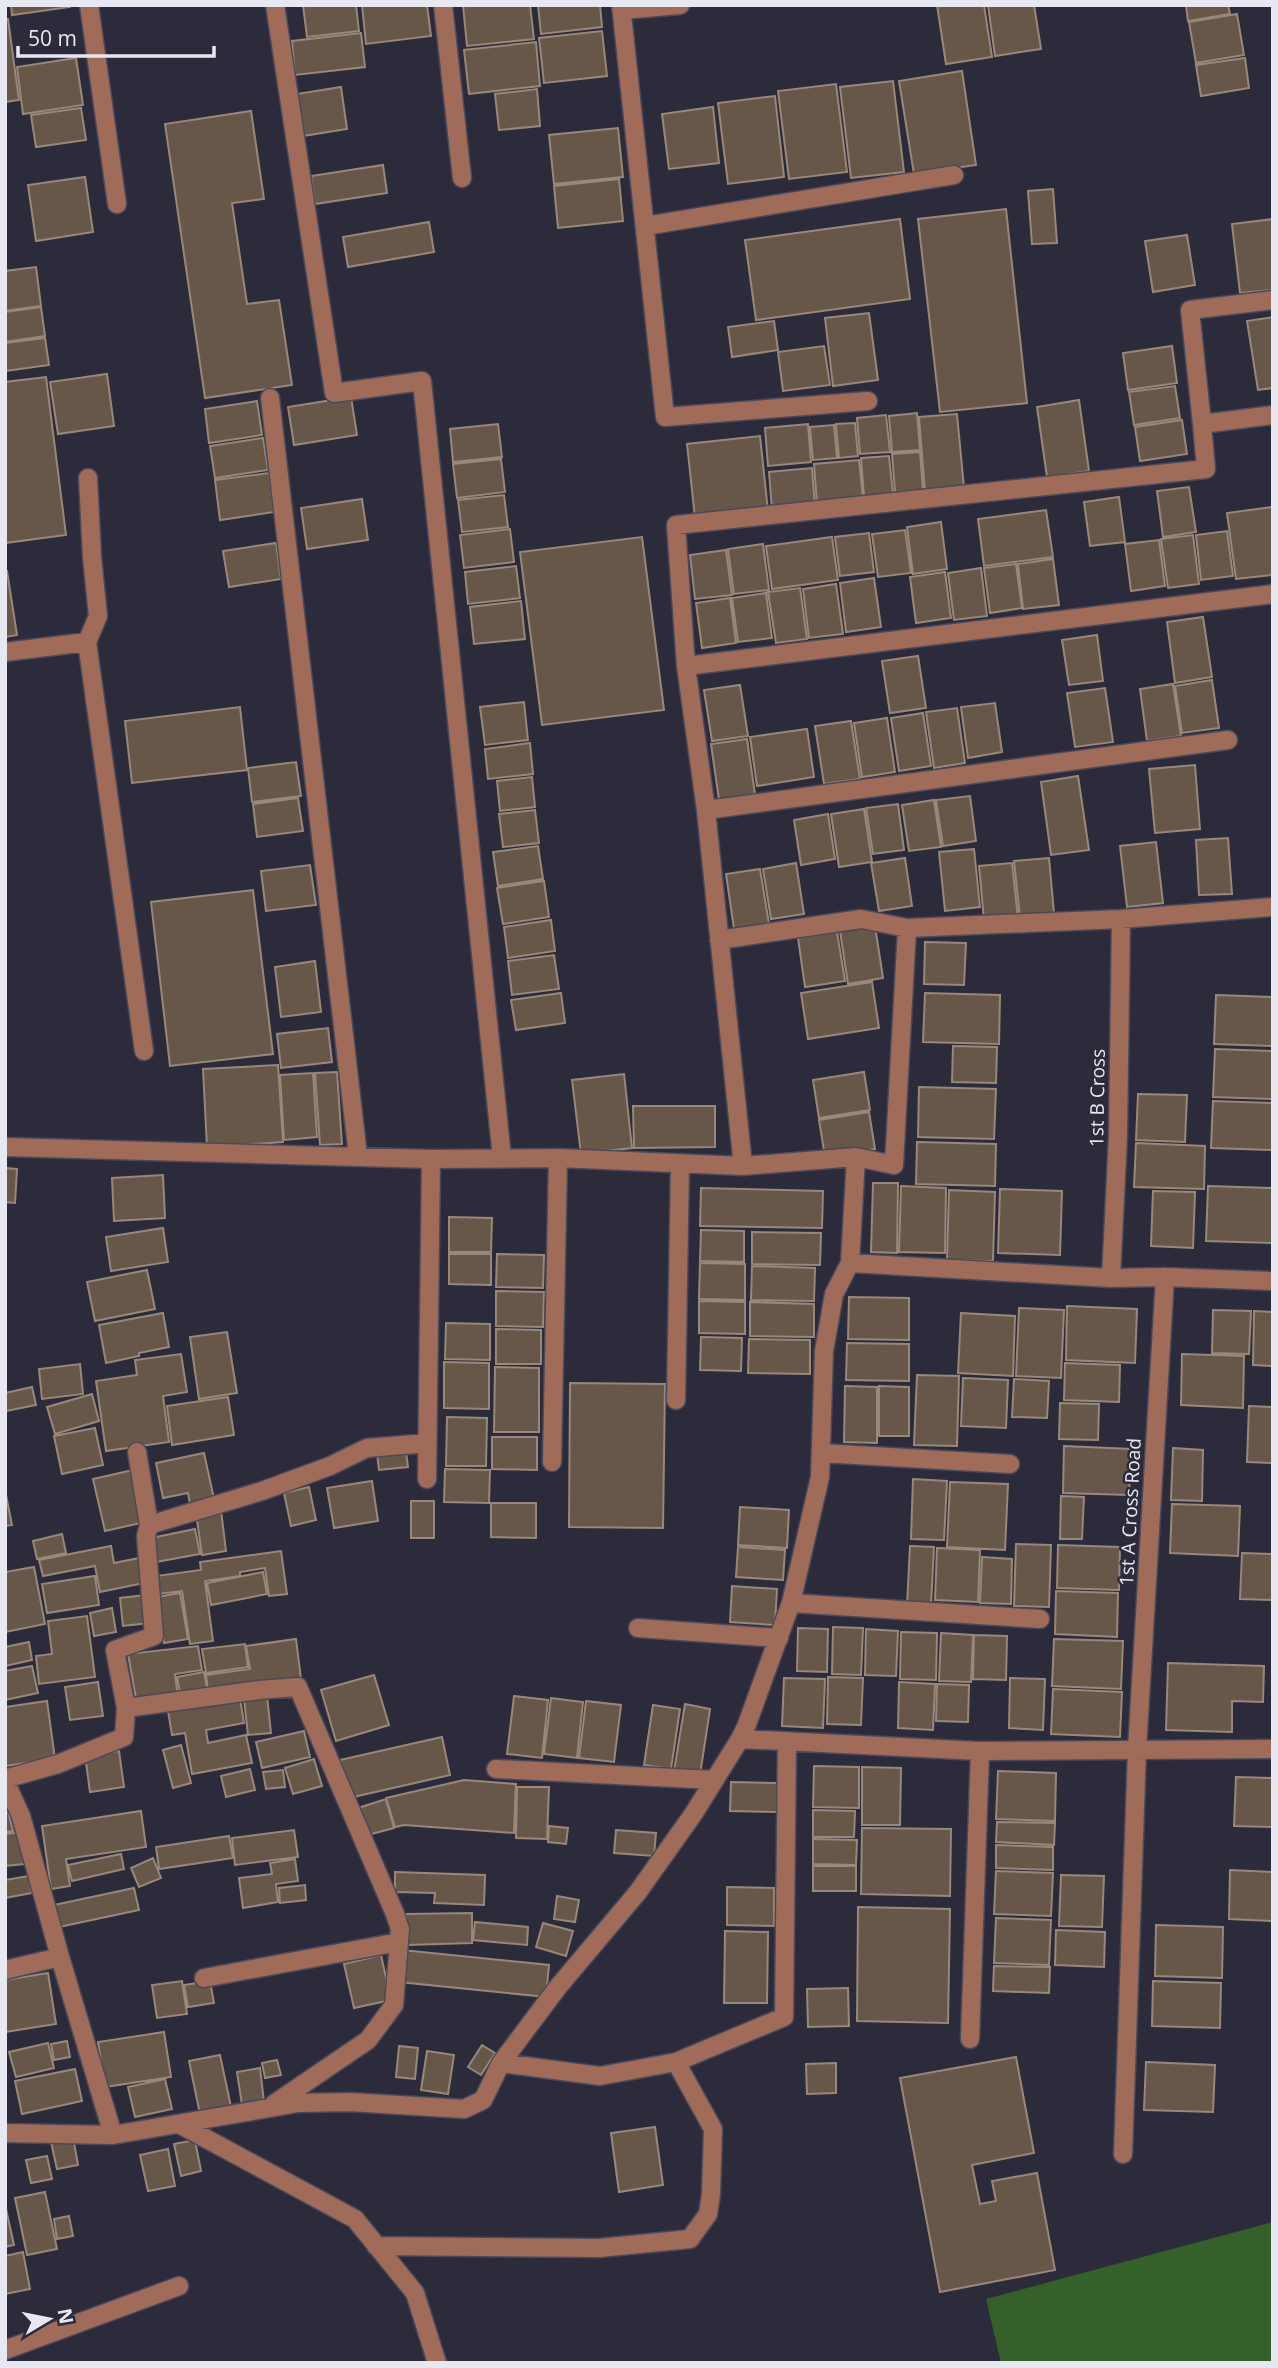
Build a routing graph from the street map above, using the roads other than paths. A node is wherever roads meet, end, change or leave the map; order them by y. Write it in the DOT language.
graph roads {
  1 [pos="89,5"];
  2 [pos="275,5"];
  3 [pos="443,5"];
  4 [pos="680,5"];
  5 [pos="621,8"];
  6 [pos="954,175"];
  7 [pos="462,178"];
  8 [pos="117,204"];
  9 [pos="645,226"];
  10 [pos="1273,300"];
  11 [pos="270,398"];
  12 [pos="868,401"];
  13 [pos="1273,415"];
  14 [pos="1202,424"];
  15 [pos="88,478"];
  16 [pos="1273,593"];
  17 [pos="87,642"];
  18 [pos="5,652"];
  19 [pos="686,666"];
  20 [pos="1228,740"];
  21 [pos="706,810"];
  22 [pos="1273,907"];
  23 [pos="1121,919"];
  24 [pos="907,928"];
  25 [pos="719,940"];
  26 [pos="144,1051"];
  27 [pos="5,1147"];
  28 [pos="358,1156"];
  29 [pos="856,1157"];
  30 [pos="502,1158"];
  31 [pos="558,1158"];
  32 [pos="431,1159"];
  33 [pos="680,1164"];
  34 [pos="743,1166"];
  35 [pos="850,1263"];
  36 [pos="1165,1277"];
  37 [pos="1111,1278"];
  38 [pos="1273,1281"];
  39 [pos="676,1401"];
  40 [pos="427,1443"];
  41 [pos="137,1452"];
  42 [pos="821,1453"];
  43 [pos="552,1462"];
  44 [pos="1010,1464"];
  45 [pos="427,1479"];
  46 [pos="149,1525"];
  47 [pos="791,1603"];
  48 [pos="1040,1619"];
  49 [pos="638,1628"];
  50 [pos="779,1638"];
  51 [pos="126,1709"];
  52 [pos="740,1739"];
  53 [pos="787,1742"];
  54 [pos="1273,1749"];
  55 [pos="1137,1750"];
  56 [pos="980,1751"];
  57 [pos="496,1769"];
  58 [pos="5,1780"];
  59 [pos="714,1780"];
  60 [pos="400,1942"];
  61 [pos="60,1957"];
  62 [pos="5,1970"];
  63 [pos="204,1978"];
  64 [pos="970,2039"];
  65 [pos="676,2062"];
  66 [pos="501,2063"];
  67 [pos="268,2108"];
  68 [pos="179,2124"];
  69 [pos="5,2133"];
  70 [pos="113,2136"];
  71 [pos="1122,2154"];
  72 [pos="376,2246"];
  73 [pos="179,2286"];
  74 [pos="5,2350"];
  75 [pos="437,2363"];
  1 -- 8 [label="street"];
  2 -- 30 [label="street"];
  3 -- 7 [label="street"];
  4 -- 5 [label="street"];
  5 -- 9 [label="street"];
  6 -- 9 [label="street"];
  9 -- 12 [label="street"];
  10 -- 14 [label="street"];
  11 -- 28 [label="street"];
  13 -- 14 [label="street"];
  14 -- 19 [label="street"];
  15 -- 17 [label="street"];
  16 -- 19 [label="street"];
  17 -- 18 [label="street"];
  17 -- 26 [label="street"];
  19 -- 21 [label="street"];
  20 -- 21 [label="street"];
  21 -- 25 [label="street"];
  22 -- 23 [label="street"];
  23 -- 24 [label="street"];
  23 -- 37 [label="street, 1st B Cross"];
  24 -- 25 [label="street"];
  24 -- 29 [label="street"];
  25 -- 34 [label="street"];
  27 -- 28 [label="street"];
  28 -- 32 [label="street"];
  29 -- 34 [label="street"];
  29 -- 35 [label="street"];
  30 -- 31 [label="street"];
  30 -- 32 [label="street"];
  31 -- 33 [label="street"];
  31 -- 43 [label="street"];
  32 -- 40 [label="street"];
  33 -- 34 [label="street"];
  33 -- 39 [label="street"];
  35 -- 37 [label="street"];
  35 -- 42 [label="street"];
  36 -- 37 [label="street"];
  36 -- 38 [label="street"];
  36 -- 55 [label="street, 1st A Cross Road"];
  40 -- 45 [label="street"];
  40 -- 46 [label="street"];
  41 -- 46 [label="street"];
  42 -- 44 [label="street"];
  42 -- 47 [label="street"];
  46 -- 51 [label="street"];
  47 -- 48 [label="street"];
  47 -- 50 [label="street"];
  49 -- 50 [label="street"];
  50 -- 52 [label="street"];
  51 -- 58 [label="street"];
  51 -- 60 [label="street"];
  52 -- 53 [label="street"];
  52 -- 59 [label="street"];
  53 -- 56 [label="street"];
  53 -- 65 [label="street"];
  54 -- 55 [label="street"];
  55 -- 56 [label="street"];
  55 -- 71 [label="street, 1st A Cross Road"];
  56 -- 64 [label="street"];
  57 -- 59 [label="street"];
  58 -- 61 [label="street"];
  59 -- 66 [label="street"];
  60 -- 63 [label="street"];
  60 -- 67 [label="street"];
  61 -- 62 [label="street"];
  61 -- 70 [label="street"];
  65 -- 66 [label="street"];
  65 -- 72 [label="street"];
  66 -- 67 [label="street"];
  67 -- 68 [label="street"];
  68 -- 70 [label="street"];
  68 -- 72 [label="street"];
  69 -- 70 [label="street"];
  72 -- 75 [label="street"];
  73 -- 74 [label="street"];
}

● ● ● ● ● ● ●

# TO DO
If a line holds a picture, skip the picture and transcribe the rest of the material exactly.

# TASK RESPONSE
Build a routing graph from the street map above, using the roads other than paths. A node is wherever roads meet, end, change or leave the map; order them by y. Write it in the DOT language.
graph roads {
  1 [pos="89,5"];
  2 [pos="275,5"];
  3 [pos="443,5"];
  4 [pos="680,5"];
  5 [pos="621,8"];
  6 [pos="954,175"];
  7 [pos="462,178"];
  8 [pos="117,204"];
  9 [pos="645,226"];
  10 [pos="1273,300"];
  11 [pos="270,398"];
  12 [pos="868,401"];
  13 [pos="1273,415"];
  14 [pos="1202,424"];
  15 [pos="88,478"];
  16 [pos="1273,593"];
  17 [pos="87,642"];
  18 [pos="5,652"];
  19 [pos="686,666"];
  20 [pos="1228,740"];
  21 [pos="706,810"];
  22 [pos="1273,907"];
  23 [pos="1121,919"];
  24 [pos="907,928"];
  25 [pos="719,940"];
  26 [pos="144,1051"];
  27 [pos="5,1147"];
  28 [pos="358,1156"];
  29 [pos="856,1157"];
  30 [pos="502,1158"];
  31 [pos="558,1158"];
  32 [pos="431,1159"];
  33 [pos="680,1164"];
  34 [pos="743,1166"];
  35 [pos="850,1263"];
  36 [pos="1165,1277"];
  37 [pos="1111,1278"];
  38 [pos="1273,1281"];
  39 [pos="676,1401"];
  40 [pos="427,1443"];
  41 [pos="137,1452"];
  42 [pos="821,1453"];
  43 [pos="552,1462"];
  44 [pos="1010,1464"];
  45 [pos="427,1479"];
  46 [pos="149,1525"];
  47 [pos="791,1603"];
  48 [pos="1040,1619"];
  49 [pos="638,1628"];
  50 [pos="779,1638"];
  51 [pos="126,1709"];
  52 [pos="740,1739"];
  53 [pos="787,1742"];
  54 [pos="1273,1749"];
  55 [pos="1137,1750"];
  56 [pos="980,1751"];
  57 [pos="496,1769"];
  58 [pos="5,1780"];
  59 [pos="714,1780"];
  60 [pos="400,1942"];
  61 [pos="60,1957"];
  62 [pos="5,1970"];
  63 [pos="204,1978"];
  64 [pos="970,2039"];
  65 [pos="676,2062"];
  66 [pos="501,2063"];
  67 [pos="268,2108"];
  68 [pos="179,2124"];
  69 [pos="5,2133"];
  70 [pos="113,2136"];
  71 [pos="1122,2154"];
  72 [pos="376,2246"];
  73 [pos="179,2286"];
  74 [pos="5,2350"];
  75 [pos="437,2363"];
  1 -- 8 [label="street"];
  2 -- 30 [label="street"];
  3 -- 7 [label="street"];
  4 -- 5 [label="street"];
  5 -- 9 [label="street"];
  6 -- 9 [label="street"];
  9 -- 12 [label="street"];
  10 -- 14 [label="street"];
  11 -- 28 [label="street"];
  13 -- 14 [label="street"];
  14 -- 19 [label="street"];
  15 -- 17 [label="street"];
  16 -- 19 [label="street"];
  17 -- 18 [label="street"];
  17 -- 26 [label="street"];
  19 -- 21 [label="street"];
  20 -- 21 [label="street"];
  21 -- 25 [label="street"];
  22 -- 23 [label="street"];
  23 -- 24 [label="street"];
  23 -- 37 [label="street, 1st B Cross"];
  24 -- 25 [label="street"];
  24 -- 29 [label="street"];
  25 -- 34 [label="street"];
  27 -- 28 [label="street"];
  28 -- 32 [label="street"];
  29 -- 34 [label="street"];
  29 -- 35 [label="street"];
  30 -- 31 [label="street"];
  30 -- 32 [label="street"];
  31 -- 33 [label="street"];
  31 -- 43 [label="street"];
  32 -- 40 [label="street"];
  33 -- 34 [label="street"];
  33 -- 39 [label="street"];
  35 -- 37 [label="street"];
  35 -- 42 [label="street"];
  36 -- 37 [label="street"];
  36 -- 38 [label="street"];
  36 -- 55 [label="street, 1st A Cross Road"];
  40 -- 45 [label="street"];
  40 -- 46 [label="street"];
  41 -- 46 [label="street"];
  42 -- 44 [label="street"];
  42 -- 47 [label="street"];
  46 -- 51 [label="street"];
  47 -- 48 [label="street"];
  47 -- 50 [label="street"];
  49 -- 50 [label="street"];
  50 -- 52 [label="street"];
  51 -- 58 [label="street"];
  51 -- 60 [label="street"];
  52 -- 53 [label="street"];
  52 -- 59 [label="street"];
  53 -- 56 [label="street"];
  53 -- 65 [label="street"];
  54 -- 55 [label="street"];
  55 -- 56 [label="street"];
  55 -- 71 [label="street, 1st A Cross Road"];
  56 -- 64 [label="street"];
  57 -- 59 [label="street"];
  58 -- 61 [label="street"];
  59 -- 66 [label="street"];
  60 -- 63 [label="street"];
  60 -- 67 [label="street"];
  61 -- 62 [label="street"];
  61 -- 70 [label="street"];
  65 -- 66 [label="street"];
  65 -- 72 [label="street"];
  66 -- 67 [label="street"];
  67 -- 68 [label="street"];
  68 -- 70 [label="street"];
  68 -- 72 [label="street"];
  69 -- 70 [label="street"];
  72 -- 75 [label="street"];
  73 -- 74 [label="street"];
}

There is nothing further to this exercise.